Larvae of Porrocaecum were encysted in the stomach wall (length 3.5-6.4 mm) and into inner mantle wall (18.0-22.5 mm). Measurements of small larvae based on 20 specimens. Maximum widths 0.11-0.27 mm. Length from anterior end of body to nerve ring 0.10- 0.14 mm. Length of oesophagus 0.86-1.19 mm, size of stomach 0.05-0.07 x 0.11-0.17 mm and length of intestinal caecum 0.38-0.53 mm. Excretory pore situated at the level of nerve ring. Tail length 0.13-0.14 mm, length of tail thorn 0.01 mm. Measurements of large larvae also based on 20 specimens. Maximum width 0.7-1.0 mm. Length from anterior end of body to nerve ring 0.27- 0.38 mm. Length of oesophagus 2.54-3.02 mm, size of stomach 0.20-0.23 x 0.31-0.34 mm and length of intestinal caecum 1.53-2.29 mm. Excretory pore situated at the level of nerve ring. Tail length 0.16-0.20 mm and length of tail thorn 0.01 mm.

Larvae of Contracaecum were encysted in walls of stomach and caecum. The size range of 20 specimens was 2.5-7.3 mm, maximum widths 0.1-0.2 mm. Length from anterior end of body to nerve ring 0.06-0.1 mm. Length of oesophagus 0.44-0.98 mm, size of stomach 0.03-0.05 x 0.05-0.07 mm and length of intestinal caecum 0.24-0.8 mm. Length of ventricular appendix 0.04-0.07 mm. Tail length 0.09-0.17 mm, length of tail thorn 0.005 mm.

In the northern sampling area (17-20°S) squids were infected by four helminth species: Didymozoidae mtc (100%, 9-613), T. coryphaenae (15.4%, 2-3), A. physeteris (23.1%, 1-9) and Porrocaecum sp. (61.5%, 1-21). Squids of the southern area (34-43°S) were also infected by four species: Didymozoidae mtc (62.5%, 6-1500), Scyphophyllidium sp. (12.5%, 12), A. physeteris (12.5%, 2) and Contracaecum sp. (37.5%, 1-114).

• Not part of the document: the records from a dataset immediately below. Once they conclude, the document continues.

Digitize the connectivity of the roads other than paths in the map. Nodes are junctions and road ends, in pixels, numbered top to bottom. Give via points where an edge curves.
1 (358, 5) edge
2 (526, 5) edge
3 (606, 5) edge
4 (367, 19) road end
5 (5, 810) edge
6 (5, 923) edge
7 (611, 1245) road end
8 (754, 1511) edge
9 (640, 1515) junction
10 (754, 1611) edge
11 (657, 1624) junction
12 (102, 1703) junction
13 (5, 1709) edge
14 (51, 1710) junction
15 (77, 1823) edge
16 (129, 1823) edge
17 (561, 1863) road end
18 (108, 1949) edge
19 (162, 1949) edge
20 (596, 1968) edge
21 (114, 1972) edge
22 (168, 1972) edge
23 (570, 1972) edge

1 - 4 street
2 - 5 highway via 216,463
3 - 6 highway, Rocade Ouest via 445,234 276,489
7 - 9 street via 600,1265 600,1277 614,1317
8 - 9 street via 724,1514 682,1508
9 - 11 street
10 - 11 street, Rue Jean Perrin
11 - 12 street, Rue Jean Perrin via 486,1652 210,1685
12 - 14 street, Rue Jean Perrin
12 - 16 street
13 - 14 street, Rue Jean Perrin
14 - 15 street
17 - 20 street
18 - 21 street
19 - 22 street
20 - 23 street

There were only two identical species between these two areas: Didymozoidae and A. physeteris. Small sample sizes from both areas prevent further investigation of the observed differences in helminth fauna composition.

DISCUSSION

The main food of middle-sized O. bartramii in the southeastern Pacific included micronektonic fishes, squids, shrimps and to a lesser degree - macroplanktonic crustaceans and mollusks and nektonic squids that are the consumers of II-IV orders. The main fish group was micronektonic plankton-eaters that totaled 71% by volume. The families represented included Myctophidae, Photichtyidae, Gonostomidae, Sternoptychidae and Exocoetidae. Predatory fishes in the diet of studied O. bartramii were estimated to be 12.7% by volume, and they were mainly juvenile and sub-adult forms of the families Chauliodontidae, Melanostomiatidae, Gempylidae, Tetragonuridae, Idiacanthidae and Melamphaidae (division on feeding groups by Parin 1988). Cephalopods prey were represented by plankton-eating octopods and squids (Enoploteuthidae, Cranchiidae and partly juveniles of thysanoteuthid and onychoteuthid squids) as well as predatory squids (mainly consumers of myctophids: middle-sized ommastrephids and onychoteuthids) (Rodhouse & Nigmatullin 1996).

Thus this squid occupied the niche of consumer from III-IV to V orders in the open waters ecosystems of the southeastern Pacific. It is important intermediate link between large oceanic top-predators and micronektonic plankton-eating fishes (especially myctophids) and squids. The main predators of this squid are lancet fishes (Alepisaurus ferox), different species of tunas, swordfish (Xiphias gladius), marlins, active species of sharks, sperm whale (Physeter macrocephalus) and other marine mammals (Gaevskaya & Nigmatullin 1976, Dunning 1998, Bower & Ichii 2005, Young 2005).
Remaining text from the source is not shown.